Would you go through the records below and copy each line with the string "About"?

(Beginning of Entries provided)

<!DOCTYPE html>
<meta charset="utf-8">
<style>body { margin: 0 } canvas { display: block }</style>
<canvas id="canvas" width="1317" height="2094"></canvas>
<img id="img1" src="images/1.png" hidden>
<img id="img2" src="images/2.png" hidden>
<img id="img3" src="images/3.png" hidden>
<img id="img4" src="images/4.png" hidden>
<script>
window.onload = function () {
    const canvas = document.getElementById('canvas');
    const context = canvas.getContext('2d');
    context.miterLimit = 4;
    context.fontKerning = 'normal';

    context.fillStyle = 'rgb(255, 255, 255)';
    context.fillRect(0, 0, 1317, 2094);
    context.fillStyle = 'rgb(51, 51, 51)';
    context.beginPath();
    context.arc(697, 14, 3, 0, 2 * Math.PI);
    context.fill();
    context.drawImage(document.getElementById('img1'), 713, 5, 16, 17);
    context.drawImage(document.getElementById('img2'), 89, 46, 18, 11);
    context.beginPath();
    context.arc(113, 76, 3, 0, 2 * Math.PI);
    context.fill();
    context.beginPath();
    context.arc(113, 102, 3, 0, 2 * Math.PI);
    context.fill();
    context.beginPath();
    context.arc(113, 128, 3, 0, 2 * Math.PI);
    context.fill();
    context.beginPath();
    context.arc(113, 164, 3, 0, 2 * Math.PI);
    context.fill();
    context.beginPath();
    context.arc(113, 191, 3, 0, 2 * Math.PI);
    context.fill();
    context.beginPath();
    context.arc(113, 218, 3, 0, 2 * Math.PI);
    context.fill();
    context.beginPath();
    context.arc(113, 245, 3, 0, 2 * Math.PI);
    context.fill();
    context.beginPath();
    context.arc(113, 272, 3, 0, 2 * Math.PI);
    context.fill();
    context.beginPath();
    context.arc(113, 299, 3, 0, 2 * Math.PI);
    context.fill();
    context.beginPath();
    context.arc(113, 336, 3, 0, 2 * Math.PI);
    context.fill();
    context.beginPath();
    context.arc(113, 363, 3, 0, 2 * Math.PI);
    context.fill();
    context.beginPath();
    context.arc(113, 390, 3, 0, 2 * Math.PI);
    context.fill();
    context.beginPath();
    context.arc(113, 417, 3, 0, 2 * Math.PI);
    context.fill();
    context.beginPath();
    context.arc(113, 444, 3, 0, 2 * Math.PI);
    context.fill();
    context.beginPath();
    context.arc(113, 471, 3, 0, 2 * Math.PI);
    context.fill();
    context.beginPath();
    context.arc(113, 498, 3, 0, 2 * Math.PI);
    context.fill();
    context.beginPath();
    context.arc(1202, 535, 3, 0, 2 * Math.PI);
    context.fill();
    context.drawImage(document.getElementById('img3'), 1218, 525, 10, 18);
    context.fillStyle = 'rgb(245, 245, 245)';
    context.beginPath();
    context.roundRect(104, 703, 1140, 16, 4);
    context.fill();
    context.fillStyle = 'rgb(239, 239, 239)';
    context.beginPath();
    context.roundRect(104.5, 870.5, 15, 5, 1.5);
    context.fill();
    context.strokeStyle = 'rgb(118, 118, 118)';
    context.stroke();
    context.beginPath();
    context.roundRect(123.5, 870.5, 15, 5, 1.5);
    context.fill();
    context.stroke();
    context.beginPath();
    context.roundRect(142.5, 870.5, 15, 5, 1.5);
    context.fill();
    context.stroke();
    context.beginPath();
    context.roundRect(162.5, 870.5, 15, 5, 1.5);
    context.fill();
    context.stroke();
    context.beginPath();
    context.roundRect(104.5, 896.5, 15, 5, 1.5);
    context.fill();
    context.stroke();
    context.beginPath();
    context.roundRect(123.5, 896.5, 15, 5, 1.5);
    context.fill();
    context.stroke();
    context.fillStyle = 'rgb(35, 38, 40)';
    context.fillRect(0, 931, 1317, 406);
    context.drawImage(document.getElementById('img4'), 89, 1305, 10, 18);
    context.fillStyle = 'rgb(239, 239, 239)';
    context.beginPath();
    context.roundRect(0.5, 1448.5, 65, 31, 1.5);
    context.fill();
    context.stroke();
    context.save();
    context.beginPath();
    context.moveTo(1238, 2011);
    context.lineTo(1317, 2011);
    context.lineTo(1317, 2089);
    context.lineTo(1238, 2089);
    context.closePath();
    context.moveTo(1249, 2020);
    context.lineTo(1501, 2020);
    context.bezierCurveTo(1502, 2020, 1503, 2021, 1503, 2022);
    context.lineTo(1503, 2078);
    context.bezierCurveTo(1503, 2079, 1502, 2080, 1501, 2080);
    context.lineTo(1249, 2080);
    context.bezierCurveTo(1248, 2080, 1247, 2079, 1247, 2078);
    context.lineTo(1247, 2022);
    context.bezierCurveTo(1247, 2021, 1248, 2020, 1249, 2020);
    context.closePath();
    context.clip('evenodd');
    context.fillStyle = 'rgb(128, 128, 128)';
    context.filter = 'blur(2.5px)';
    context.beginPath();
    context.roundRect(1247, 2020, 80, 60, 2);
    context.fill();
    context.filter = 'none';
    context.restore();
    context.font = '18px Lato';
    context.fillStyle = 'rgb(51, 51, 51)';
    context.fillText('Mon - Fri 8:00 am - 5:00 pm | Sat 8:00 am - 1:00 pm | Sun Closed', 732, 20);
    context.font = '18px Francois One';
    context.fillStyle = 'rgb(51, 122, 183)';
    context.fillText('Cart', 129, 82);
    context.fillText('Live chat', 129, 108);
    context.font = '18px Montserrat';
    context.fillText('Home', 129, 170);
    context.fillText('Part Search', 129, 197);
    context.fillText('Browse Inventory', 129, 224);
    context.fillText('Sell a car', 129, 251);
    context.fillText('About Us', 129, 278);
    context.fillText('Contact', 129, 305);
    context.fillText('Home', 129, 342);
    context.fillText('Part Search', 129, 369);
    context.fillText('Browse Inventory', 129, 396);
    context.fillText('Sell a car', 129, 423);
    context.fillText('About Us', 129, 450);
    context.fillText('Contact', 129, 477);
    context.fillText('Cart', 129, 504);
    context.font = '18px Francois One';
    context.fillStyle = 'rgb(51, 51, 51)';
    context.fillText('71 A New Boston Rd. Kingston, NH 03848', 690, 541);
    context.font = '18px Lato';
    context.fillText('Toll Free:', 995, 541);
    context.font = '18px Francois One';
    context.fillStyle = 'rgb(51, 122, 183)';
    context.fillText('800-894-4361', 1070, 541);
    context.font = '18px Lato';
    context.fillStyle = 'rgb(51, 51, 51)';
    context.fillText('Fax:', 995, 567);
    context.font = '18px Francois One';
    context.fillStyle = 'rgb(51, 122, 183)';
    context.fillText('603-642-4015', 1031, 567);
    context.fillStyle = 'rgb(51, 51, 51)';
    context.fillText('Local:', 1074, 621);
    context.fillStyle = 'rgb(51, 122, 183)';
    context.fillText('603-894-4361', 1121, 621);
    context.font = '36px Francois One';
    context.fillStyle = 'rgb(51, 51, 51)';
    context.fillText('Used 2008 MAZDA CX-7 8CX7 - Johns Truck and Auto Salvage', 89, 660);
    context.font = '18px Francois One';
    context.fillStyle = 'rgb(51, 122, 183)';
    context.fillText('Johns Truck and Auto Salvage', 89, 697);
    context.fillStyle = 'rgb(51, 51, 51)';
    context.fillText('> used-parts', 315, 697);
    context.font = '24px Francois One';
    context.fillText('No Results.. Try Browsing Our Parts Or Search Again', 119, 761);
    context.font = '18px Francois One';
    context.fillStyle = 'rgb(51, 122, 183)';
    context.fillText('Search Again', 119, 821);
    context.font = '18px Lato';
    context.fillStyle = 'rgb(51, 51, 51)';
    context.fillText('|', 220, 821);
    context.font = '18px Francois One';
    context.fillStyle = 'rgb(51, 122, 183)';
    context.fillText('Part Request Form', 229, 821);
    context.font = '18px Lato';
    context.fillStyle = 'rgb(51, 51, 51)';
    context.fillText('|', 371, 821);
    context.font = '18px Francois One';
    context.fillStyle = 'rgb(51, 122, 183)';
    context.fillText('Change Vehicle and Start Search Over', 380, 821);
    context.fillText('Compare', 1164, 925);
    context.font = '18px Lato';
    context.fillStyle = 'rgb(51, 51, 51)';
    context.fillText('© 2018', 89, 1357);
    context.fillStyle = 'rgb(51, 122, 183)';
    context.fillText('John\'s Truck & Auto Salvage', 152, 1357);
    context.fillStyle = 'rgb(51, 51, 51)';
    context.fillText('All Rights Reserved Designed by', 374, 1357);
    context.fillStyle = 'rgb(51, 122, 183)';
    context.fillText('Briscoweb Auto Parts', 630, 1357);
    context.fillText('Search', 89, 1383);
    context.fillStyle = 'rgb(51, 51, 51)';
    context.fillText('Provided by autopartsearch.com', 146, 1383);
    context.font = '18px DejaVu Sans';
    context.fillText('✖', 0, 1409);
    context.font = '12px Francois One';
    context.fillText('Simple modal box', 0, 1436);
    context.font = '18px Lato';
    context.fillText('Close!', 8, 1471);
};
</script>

(End of Entries provided)

* _Result_:
    context.fillText('About Us', 129, 278);
    context.fillText('About Us', 129, 450);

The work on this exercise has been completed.